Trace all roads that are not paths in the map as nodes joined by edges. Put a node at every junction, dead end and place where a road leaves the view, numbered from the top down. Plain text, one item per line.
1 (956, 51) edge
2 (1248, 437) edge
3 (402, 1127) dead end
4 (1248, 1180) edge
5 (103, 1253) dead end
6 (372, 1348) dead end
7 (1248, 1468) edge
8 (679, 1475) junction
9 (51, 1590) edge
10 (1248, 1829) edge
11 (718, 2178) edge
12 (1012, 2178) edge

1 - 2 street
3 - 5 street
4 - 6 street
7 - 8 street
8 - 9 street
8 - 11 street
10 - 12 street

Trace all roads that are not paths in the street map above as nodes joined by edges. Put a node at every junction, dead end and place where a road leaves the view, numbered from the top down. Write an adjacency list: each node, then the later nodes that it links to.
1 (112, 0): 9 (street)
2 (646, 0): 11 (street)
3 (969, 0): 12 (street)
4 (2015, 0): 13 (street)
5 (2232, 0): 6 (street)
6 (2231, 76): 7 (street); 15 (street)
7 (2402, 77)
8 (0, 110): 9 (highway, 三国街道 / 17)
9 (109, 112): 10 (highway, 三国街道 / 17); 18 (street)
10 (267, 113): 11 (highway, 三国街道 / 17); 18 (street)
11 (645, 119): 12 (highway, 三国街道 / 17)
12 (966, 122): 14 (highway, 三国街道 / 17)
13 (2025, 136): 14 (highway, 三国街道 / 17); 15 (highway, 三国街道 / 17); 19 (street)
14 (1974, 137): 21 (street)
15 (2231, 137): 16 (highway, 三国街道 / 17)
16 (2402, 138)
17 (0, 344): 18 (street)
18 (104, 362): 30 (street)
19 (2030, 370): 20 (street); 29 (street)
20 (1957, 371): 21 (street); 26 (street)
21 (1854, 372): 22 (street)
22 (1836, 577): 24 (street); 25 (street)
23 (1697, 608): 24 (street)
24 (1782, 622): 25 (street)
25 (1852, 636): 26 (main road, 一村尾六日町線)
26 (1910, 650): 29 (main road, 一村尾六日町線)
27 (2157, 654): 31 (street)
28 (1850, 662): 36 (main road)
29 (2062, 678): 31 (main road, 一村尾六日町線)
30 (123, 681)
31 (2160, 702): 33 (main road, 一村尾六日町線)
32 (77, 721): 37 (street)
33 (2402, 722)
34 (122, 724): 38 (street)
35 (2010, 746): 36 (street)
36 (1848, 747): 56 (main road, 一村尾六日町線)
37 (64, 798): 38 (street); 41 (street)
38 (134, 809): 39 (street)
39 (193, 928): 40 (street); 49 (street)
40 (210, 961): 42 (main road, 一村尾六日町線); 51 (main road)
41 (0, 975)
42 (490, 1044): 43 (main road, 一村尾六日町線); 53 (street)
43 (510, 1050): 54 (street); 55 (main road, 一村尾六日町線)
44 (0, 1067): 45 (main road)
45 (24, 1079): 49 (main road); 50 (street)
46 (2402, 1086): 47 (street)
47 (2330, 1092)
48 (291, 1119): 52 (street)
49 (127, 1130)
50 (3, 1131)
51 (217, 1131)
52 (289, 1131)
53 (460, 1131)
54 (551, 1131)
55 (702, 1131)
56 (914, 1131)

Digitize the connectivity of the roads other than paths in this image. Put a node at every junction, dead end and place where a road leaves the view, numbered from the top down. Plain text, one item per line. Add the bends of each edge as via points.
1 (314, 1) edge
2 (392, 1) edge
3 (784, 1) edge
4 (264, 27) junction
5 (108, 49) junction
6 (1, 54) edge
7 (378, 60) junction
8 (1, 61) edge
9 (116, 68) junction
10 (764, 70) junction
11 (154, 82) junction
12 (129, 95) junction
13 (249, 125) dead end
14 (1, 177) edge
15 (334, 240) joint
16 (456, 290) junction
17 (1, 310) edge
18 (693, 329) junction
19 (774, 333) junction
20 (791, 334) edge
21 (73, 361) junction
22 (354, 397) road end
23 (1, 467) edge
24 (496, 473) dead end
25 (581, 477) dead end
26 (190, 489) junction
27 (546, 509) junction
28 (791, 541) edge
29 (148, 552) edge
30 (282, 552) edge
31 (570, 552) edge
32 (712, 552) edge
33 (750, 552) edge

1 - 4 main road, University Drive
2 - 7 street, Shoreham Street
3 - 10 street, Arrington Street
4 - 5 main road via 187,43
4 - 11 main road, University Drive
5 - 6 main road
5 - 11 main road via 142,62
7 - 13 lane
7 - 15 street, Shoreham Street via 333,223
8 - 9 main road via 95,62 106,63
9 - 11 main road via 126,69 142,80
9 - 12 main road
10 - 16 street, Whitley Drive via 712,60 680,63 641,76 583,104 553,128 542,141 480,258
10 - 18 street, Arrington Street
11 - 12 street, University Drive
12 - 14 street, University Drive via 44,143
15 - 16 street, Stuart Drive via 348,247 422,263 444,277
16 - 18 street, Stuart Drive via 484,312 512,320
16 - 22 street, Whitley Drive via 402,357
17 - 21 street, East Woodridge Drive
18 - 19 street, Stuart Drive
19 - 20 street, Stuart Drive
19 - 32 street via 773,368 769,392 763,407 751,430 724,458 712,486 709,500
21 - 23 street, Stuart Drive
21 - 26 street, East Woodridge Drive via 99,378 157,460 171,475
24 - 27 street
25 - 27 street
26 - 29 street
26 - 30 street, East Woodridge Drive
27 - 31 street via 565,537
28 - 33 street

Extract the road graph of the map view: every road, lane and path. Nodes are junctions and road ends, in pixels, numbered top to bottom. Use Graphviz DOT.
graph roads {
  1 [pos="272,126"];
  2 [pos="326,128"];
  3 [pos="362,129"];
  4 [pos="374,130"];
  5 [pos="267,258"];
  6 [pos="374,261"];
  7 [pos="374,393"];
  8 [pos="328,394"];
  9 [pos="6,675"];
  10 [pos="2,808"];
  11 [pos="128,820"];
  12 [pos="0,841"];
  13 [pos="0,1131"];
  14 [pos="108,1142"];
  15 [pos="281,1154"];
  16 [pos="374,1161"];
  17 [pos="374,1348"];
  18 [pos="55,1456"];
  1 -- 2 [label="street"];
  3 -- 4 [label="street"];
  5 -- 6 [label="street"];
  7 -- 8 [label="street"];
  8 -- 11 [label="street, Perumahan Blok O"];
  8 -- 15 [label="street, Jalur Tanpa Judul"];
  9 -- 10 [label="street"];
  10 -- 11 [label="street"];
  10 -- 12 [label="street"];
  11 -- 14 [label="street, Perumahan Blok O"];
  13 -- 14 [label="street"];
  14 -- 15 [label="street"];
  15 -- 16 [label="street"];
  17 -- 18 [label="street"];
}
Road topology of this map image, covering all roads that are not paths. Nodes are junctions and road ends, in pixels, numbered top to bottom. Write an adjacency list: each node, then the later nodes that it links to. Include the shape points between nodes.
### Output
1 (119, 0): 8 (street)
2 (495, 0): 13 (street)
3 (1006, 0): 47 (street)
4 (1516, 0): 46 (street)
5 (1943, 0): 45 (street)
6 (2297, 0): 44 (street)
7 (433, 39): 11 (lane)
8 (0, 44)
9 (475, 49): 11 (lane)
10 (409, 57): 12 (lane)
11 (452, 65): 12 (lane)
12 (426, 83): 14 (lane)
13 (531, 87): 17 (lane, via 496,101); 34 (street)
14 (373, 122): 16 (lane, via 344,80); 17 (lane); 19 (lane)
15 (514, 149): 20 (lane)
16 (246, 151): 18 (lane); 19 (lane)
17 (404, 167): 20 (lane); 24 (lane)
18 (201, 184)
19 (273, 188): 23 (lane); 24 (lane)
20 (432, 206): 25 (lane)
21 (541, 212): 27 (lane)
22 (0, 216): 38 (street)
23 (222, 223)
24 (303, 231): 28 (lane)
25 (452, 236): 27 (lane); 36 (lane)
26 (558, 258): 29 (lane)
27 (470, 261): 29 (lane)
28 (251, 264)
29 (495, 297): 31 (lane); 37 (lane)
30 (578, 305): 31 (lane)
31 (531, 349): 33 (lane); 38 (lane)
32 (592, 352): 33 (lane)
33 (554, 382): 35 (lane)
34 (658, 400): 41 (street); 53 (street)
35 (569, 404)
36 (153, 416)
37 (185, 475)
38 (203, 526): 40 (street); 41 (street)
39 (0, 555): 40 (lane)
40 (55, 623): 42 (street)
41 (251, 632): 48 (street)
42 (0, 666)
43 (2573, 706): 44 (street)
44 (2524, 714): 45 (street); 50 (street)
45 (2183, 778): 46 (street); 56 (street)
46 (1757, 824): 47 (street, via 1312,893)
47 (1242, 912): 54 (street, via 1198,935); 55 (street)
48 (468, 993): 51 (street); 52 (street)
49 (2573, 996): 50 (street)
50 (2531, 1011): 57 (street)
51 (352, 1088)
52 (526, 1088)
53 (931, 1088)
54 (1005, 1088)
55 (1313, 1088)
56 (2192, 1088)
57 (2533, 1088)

### YOUR INSTRUCTIONS
From the records above, copy every line that includes the word "Woodridge".

### WRITTEN RESPONSE
17 - 21 street, East Woodridge Drive
21 - 26 street, East Woodridge Drive via 99,378 157,460 171,475
26 - 30 street, East Woodridge Drive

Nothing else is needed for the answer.